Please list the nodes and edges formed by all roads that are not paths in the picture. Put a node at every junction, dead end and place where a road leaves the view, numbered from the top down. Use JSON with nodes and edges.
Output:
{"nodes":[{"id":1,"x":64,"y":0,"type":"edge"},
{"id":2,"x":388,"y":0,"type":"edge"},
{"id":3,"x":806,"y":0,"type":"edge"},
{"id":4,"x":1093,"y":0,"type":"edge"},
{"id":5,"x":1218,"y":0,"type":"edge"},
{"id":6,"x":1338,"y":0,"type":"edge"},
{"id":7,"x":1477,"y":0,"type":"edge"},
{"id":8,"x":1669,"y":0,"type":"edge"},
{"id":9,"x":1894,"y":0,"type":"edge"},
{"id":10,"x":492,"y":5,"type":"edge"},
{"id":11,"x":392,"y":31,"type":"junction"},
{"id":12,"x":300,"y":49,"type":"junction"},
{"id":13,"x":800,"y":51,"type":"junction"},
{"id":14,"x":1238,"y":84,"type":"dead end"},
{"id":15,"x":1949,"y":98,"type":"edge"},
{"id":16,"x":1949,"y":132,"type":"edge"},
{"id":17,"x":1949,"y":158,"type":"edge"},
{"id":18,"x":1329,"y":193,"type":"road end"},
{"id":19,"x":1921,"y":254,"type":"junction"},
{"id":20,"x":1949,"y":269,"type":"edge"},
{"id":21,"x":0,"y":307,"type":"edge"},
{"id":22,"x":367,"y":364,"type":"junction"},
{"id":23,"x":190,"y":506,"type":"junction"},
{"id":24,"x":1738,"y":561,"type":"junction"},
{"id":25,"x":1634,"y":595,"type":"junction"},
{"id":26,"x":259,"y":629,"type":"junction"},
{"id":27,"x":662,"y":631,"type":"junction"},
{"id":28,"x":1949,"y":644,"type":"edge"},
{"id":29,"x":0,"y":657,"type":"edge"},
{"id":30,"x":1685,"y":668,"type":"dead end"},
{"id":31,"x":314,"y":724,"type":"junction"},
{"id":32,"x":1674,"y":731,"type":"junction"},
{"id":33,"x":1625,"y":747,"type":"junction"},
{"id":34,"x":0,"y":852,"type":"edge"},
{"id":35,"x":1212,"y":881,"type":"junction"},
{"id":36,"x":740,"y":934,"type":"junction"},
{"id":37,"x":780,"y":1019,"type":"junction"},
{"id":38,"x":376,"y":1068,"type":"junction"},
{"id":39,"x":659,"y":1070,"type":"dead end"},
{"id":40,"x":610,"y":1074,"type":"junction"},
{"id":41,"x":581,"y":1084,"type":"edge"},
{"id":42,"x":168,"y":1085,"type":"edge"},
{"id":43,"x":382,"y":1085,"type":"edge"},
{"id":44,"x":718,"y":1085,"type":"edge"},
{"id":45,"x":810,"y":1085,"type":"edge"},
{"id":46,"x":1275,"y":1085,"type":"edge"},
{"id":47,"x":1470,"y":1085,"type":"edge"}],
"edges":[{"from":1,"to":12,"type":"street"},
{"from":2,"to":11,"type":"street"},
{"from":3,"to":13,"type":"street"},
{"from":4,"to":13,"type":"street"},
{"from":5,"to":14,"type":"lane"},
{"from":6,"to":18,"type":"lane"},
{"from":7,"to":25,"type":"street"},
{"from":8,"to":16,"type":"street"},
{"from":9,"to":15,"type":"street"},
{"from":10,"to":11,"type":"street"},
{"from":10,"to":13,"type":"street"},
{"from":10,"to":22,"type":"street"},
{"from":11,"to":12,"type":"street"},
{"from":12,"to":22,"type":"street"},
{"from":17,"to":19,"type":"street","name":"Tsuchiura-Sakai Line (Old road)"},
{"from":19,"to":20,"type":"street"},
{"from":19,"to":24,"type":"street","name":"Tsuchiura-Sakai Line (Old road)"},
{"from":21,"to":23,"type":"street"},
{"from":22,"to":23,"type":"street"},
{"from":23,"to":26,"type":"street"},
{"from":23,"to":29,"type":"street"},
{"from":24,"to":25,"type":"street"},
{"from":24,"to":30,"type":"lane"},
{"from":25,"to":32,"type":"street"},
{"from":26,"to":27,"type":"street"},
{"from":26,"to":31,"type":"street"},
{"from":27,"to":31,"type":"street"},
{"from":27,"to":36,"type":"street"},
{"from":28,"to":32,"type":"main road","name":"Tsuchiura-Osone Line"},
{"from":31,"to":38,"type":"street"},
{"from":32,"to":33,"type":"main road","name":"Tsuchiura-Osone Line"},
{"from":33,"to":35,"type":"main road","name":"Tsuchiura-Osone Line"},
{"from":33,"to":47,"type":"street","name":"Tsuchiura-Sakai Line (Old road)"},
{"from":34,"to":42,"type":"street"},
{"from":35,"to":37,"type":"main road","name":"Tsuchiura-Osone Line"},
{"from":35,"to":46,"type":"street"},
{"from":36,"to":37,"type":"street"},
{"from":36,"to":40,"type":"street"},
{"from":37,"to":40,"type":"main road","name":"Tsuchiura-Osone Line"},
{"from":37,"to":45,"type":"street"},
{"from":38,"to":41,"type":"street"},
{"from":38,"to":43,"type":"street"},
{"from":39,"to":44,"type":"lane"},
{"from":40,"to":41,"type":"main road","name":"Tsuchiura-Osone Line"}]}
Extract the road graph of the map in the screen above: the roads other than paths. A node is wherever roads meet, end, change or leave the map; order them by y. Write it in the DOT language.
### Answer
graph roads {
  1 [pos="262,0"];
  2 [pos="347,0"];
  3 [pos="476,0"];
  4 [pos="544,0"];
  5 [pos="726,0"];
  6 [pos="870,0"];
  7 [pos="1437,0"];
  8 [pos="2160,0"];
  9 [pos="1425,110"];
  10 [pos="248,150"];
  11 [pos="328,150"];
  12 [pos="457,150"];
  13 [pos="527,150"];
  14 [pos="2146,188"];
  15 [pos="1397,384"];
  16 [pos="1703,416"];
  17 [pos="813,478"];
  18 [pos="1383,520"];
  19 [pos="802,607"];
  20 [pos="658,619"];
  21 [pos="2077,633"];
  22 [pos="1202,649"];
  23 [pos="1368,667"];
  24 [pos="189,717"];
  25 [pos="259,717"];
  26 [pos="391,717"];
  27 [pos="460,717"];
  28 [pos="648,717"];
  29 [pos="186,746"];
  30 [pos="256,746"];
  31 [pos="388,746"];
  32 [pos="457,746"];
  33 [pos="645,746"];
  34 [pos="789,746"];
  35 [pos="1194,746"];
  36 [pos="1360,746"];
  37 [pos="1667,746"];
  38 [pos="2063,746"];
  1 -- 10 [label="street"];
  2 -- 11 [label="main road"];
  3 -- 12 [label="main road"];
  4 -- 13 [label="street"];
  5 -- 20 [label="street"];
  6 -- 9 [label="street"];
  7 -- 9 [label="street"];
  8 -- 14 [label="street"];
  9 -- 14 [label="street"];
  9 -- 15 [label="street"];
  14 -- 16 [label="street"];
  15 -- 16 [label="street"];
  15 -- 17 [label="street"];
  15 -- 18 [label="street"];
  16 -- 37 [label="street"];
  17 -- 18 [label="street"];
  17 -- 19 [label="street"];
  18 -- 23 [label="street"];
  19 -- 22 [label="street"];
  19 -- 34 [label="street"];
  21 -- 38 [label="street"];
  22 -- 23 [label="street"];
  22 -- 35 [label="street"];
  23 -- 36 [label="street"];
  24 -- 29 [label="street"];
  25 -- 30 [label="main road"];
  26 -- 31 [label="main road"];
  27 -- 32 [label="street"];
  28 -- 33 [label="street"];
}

——————

▶ **What the task requires**
Transcribe all the material, making sure each line matches the original.

▶ **Solved exercise**
Please list the nodes and edges formed by all roads that are not paths in the picture. Put a node at every junction, dead end and place where a road leaves the view, numbered from the top down. Use JSON with nodes and edges.
Output:
{"nodes":[{"id":1,"x":64,"y":0,"type":"edge"},
{"id":2,"x":388,"y":0,"type":"edge"},
{"id":3,"x":806,"y":0,"type":"edge"},
{"id":4,"x":1093,"y":0,"type":"edge"},
{"id":5,"x":1218,"y":0,"type":"edge"},
{"id":6,"x":1338,"y":0,"type":"edge"},
{"id":7,"x":1477,"y":0,"type":"edge"},
{"id":8,"x":1669,"y":0,"type":"edge"},
{"id":9,"x":1894,"y":0,"type":"edge"},
{"id":10,"x":492,"y":5,"type":"edge"},
{"id":11,"x":392,"y":31,"type":"junction"},
{"id":12,"x":300,"y":49,"type":"junction"},
{"id":13,"x":800,"y":51,"type":"junction"},
{"id":14,"x":1238,"y":84,"type":"dead end"},
{"id":15,"x":1949,"y":98,"type":"edge"},
{"id":16,"x":1949,"y":132,"type":"edge"},
{"id":17,"x":1949,"y":158,"type":"edge"},
{"id":18,"x":1329,"y":193,"type":"road end"},
{"id":19,"x":1921,"y":254,"type":"junction"},
{"id":20,"x":1949,"y":269,"type":"edge"},
{"id":21,"x":0,"y":307,"type":"edge"},
{"id":22,"x":367,"y":364,"type":"junction"},
{"id":23,"x":190,"y":506,"type":"junction"},
{"id":24,"x":1738,"y":561,"type":"junction"},
{"id":25,"x":1634,"y":595,"type":"junction"},
{"id":26,"x":259,"y":629,"type":"junction"},
{"id":27,"x":662,"y":631,"type":"junction"},
{"id":28,"x":1949,"y":644,"type":"edge"},
{"id":29,"x":0,"y":657,"type":"edge"},
{"id":30,"x":1685,"y":668,"type":"dead end"},
{"id":31,"x":314,"y":724,"type":"junction"},
{"id":32,"x":1674,"y":731,"type":"junction"},
{"id":33,"x":1625,"y":747,"type":"junction"},
{"id":34,"x":0,"y":852,"type":"edge"},
{"id":35,"x":1212,"y":881,"type":"junction"},
{"id":36,"x":740,"y":934,"type":"junction"},
{"id":37,"x":780,"y":1019,"type":"junction"},
{"id":38,"x":376,"y":1068,"type":"junction"},
{"id":39,"x":659,"y":1070,"type":"dead end"},
{"id":40,"x":610,"y":1074,"type":"junction"},
{"id":41,"x":581,"y":1084,"type":"edge"},
{"id":42,"x":168,"y":1085,"type":"edge"},
{"id":43,"x":382,"y":1085,"type":"edge"},
{"id":44,"x":718,"y":1085,"type":"edge"},
{"id":45,"x":810,"y":1085,"type":"edge"},
{"id":46,"x":1275,"y":1085,"type":"edge"},
{"id":47,"x":1470,"y":1085,"type":"edge"}],
"edges":[{"from":1,"to":12,"type":"street"},
{"from":2,"to":11,"type":"street"},
{"from":3,"to":13,"type":"street"},
{"from":4,"to":13,"type":"street"},
{"from":5,"to":14,"type":"lane"},
{"from":6,"to":18,"type":"lane"},
{"from":7,"to":25,"type":"street"},
{"from":8,"to":16,"type":"street"},
{"from":9,"to":15,"type":"street"},
{"from":10,"to":11,"type":"street"},
{"from":10,"to":13,"type":"street"},
{"from":10,"to":22,"type":"street"},
{"from":11,"to":12,"type":"street"},
{"from":12,"to":22,"type":"street"},
{"from":17,"to":19,"type":"street","name":"Tsuchiura-Sakai Line (Old road)"},
{"from":19,"to":20,"type":"street"},
{"from":19,"to":24,"type":"street","name":"Tsuchiura-Sakai Line (Old road)"},
{"from":21,"to":23,"type":"street"},
{"from":22,"to":23,"type":"street"},
{"from":23,"to":26,"type":"street"},
{"from":23,"to":29,"type":"street"},
{"from":24,"to":25,"type":"street"},
{"from":24,"to":30,"type":"lane"},
{"from":25,"to":32,"type":"street"},
{"from":26,"to":27,"type":"street"},
{"from":26,"to":31,"type":"street"},
{"from":27,"to":31,"type":"street"},
{"from":27,"to":36,"type":"street"},
{"from":28,"to":32,"type":"main road","name":"Tsuchiura-Osone Line"},
{"from":31,"to":38,"type":"street"},
{"from":32,"to":33,"type":"main road","name":"Tsuchiura-Osone Line"},
{"from":33,"to":35,"type":"main road","name":"Tsuchiura-Osone Line"},
{"from":33,"to":47,"type":"street","name":"Tsuchiura-Sakai Line (Old road)"},
{"from":34,"to":42,"type":"street"},
{"from":35,"to":37,"type":"main road","name":"Tsuchiura-Osone Line"},
{"from":35,"to":46,"type":"street"},
{"from":36,"to":37,"type":"street"},
{"from":36,"to":40,"type":"street"},
{"from":37,"to":40,"type":"main road","name":"Tsuchiura-Osone Line"},
{"from":37,"to":45,"type":"street"},
{"from":38,"to":41,"type":"street"},
{"from":38,"to":43,"type":"street"},
{"from":39,"to":44,"type":"lane"},
{"from":40,"to":41,"type":"main road","name":"Tsuchiura-Osone Line"}]}
Extract the road graph of the map in the screen above: the roads other than paths. A node is wherever roads meet, end, change or leave the map; order them by y. Write it in the DOT language.
### Answer
graph roads {
  1 [pos="262,0"];
  2 [pos="347,0"];
  3 [pos="476,0"];
  4 [pos="544,0"];
  5 [pos="726,0"];
  6 [pos="870,0"];
  7 [pos="1437,0"];
  8 [pos="2160,0"];
  9 [pos="1425,110"];
  10 [pos="248,150"];
  11 [pos="328,150"];
  12 [pos="457,150"];
  13 [pos="527,150"];
  14 [pos="2146,188"];
  15 [pos="1397,384"];
  16 [pos="1703,416"];
  17 [pos="813,478"];
  18 [pos="1383,520"];
  19 [pos="802,607"];
  20 [pos="658,619"];
  21 [pos="2077,633"];
  22 [pos="1202,649"];
  23 [pos="1368,667"];
  24 [pos="189,717"];
  25 [pos="259,717"];
  26 [pos="391,717"];
  27 [pos="460,717"];
  28 [pos="648,717"];
  29 [pos="186,746"];
  30 [pos="256,746"];
  31 [pos="388,746"];
  32 [pos="457,746"];
  33 [pos="645,746"];
  34 [pos="789,746"];
  35 [pos="1194,746"];
  36 [pos="1360,746"];
  37 [pos="1667,746"];
  38 [pos="2063,746"];
  1 -- 10 [label="street"];
  2 -- 11 [label="main road"];
  3 -- 12 [label="main road"];
  4 -- 13 [label="street"];
  5 -- 20 [label="street"];
  6 -- 9 [label="street"];
  7 -- 9 [label="street"];
  8 -- 14 [label="street"];
  9 -- 14 [label="street"];
  9 -- 15 [label="street"];
  14 -- 16 [label="street"];
  15 -- 16 [label="street"];
  15 -- 17 [label="street"];
  15 -- 18 [label="street"];
  16 -- 37 [label="street"];
  17 -- 18 [label="street"];
  17 -- 19 [label="street"];
  18 -- 23 [label="street"];
  19 -- 22 [label="street"];
  19 -- 34 [label="street"];
  21 -- 38 [label="street"];
  22 -- 23 [label="street"];
  22 -- 35 [label="street"];
  23 -- 36 [label="street"];
  24 -- 29 [label="street"];
  25 -- 30 [label="main road"];
  26 -- 31 [label="main road"];
  27 -- 32 [label="street"];
  28 -- 33 [label="street"];
}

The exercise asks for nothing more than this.